Saved entries:
'''

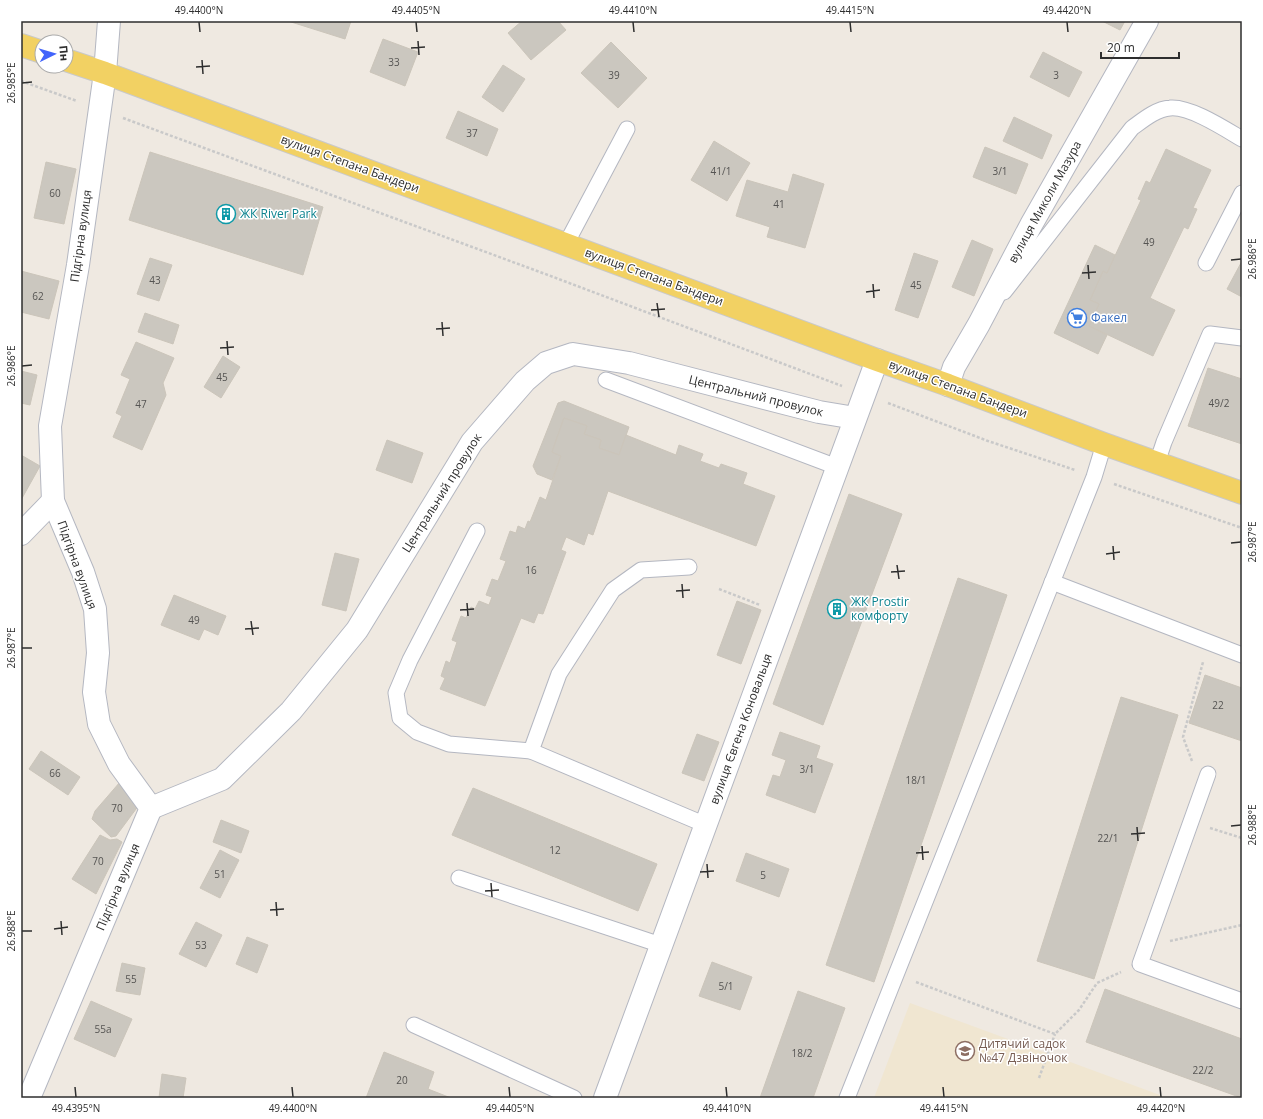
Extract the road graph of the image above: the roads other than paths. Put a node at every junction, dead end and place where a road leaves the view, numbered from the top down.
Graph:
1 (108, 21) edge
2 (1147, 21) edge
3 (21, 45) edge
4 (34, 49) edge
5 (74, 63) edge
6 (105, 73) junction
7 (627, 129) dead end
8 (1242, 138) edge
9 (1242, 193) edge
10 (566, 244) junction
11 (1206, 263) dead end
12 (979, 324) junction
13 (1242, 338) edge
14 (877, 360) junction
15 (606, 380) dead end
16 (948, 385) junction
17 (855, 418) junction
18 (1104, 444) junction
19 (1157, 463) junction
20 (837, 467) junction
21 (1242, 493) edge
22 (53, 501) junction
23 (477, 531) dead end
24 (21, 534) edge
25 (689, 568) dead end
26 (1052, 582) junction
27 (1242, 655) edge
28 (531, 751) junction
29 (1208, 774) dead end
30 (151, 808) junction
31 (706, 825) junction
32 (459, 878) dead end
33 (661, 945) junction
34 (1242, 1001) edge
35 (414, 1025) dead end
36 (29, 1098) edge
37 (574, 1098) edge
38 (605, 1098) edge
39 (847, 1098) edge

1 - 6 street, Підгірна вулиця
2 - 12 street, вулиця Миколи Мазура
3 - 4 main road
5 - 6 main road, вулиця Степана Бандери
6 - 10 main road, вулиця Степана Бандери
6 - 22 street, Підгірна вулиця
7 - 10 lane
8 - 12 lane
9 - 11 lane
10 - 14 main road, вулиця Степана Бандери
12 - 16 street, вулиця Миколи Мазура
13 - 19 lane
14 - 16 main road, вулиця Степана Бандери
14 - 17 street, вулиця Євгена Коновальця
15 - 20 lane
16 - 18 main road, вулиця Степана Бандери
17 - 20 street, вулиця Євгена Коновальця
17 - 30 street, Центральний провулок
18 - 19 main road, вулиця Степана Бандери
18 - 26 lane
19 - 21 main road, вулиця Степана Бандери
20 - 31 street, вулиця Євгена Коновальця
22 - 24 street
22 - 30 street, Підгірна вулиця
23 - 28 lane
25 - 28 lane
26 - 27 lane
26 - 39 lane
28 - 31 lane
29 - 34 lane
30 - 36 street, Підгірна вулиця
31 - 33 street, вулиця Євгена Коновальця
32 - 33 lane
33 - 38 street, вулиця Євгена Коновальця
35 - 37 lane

'''

• **Exercise objective**:
Please write out every entry exactly, but skip the pictures.

• **Output below**:
Extract the road graph of the image above: the roads other than paths. Put a node at every junction, dead end and place where a road leaves the view, numbered from the top down.
Graph:
1 (108, 21) edge
2 (1147, 21) edge
3 (21, 45) edge
4 (34, 49) edge
5 (74, 63) edge
6 (105, 73) junction
7 (627, 129) dead end
8 (1242, 138) edge
9 (1242, 193) edge
10 (566, 244) junction
11 (1206, 263) dead end
12 (979, 324) junction
13 (1242, 338) edge
14 (877, 360) junction
15 (606, 380) dead end
16 (948, 385) junction
17 (855, 418) junction
18 (1104, 444) junction
19 (1157, 463) junction
20 (837, 467) junction
21 (1242, 493) edge
22 (53, 501) junction
23 (477, 531) dead end
24 (21, 534) edge
25 (689, 568) dead end
26 (1052, 582) junction
27 (1242, 655) edge
28 (531, 751) junction
29 (1208, 774) dead end
30 (151, 808) junction
31 (706, 825) junction
32 (459, 878) dead end
33 (661, 945) junction
34 (1242, 1001) edge
35 (414, 1025) dead end
36 (29, 1098) edge
37 (574, 1098) edge
38 (605, 1098) edge
39 (847, 1098) edge

1 - 6 street, Підгірна вулиця
2 - 12 street, вулиця Миколи Мазура
3 - 4 main road
5 - 6 main road, вулиця Степана Бандери
6 - 10 main road, вулиця Степана Бандери
6 - 22 street, Підгірна вулиця
7 - 10 lane
8 - 12 lane
9 - 11 lane
10 - 14 main road, вулиця Степана Бандери
12 - 16 street, вулиця Миколи Мазура
13 - 19 lane
14 - 16 main road, вулиця Степана Бандери
14 - 17 street, вулиця Євгена Коновальця
15 - 20 lane
16 - 18 main road, вулиця Степана Бандери
17 - 20 street, вулиця Євгена Коновальця
17 - 30 street, Центральний провулок
18 - 19 main road, вулиця Степана Бандери
18 - 26 lane
19 - 21 main road, вулиця Степана Бандери
20 - 31 street, вулиця Євгена Коновальця
22 - 24 street
22 - 30 street, Підгірна вулиця
23 - 28 lane
25 - 28 lane
26 - 27 lane
26 - 39 lane
28 - 31 lane
29 - 34 lane
30 - 36 street, Підгірна вулиця
31 - 33 street, вулиця Євгена Коновальця
32 - 33 lane
33 - 38 street, вулиця Євгена Коновальця
35 - 37 lane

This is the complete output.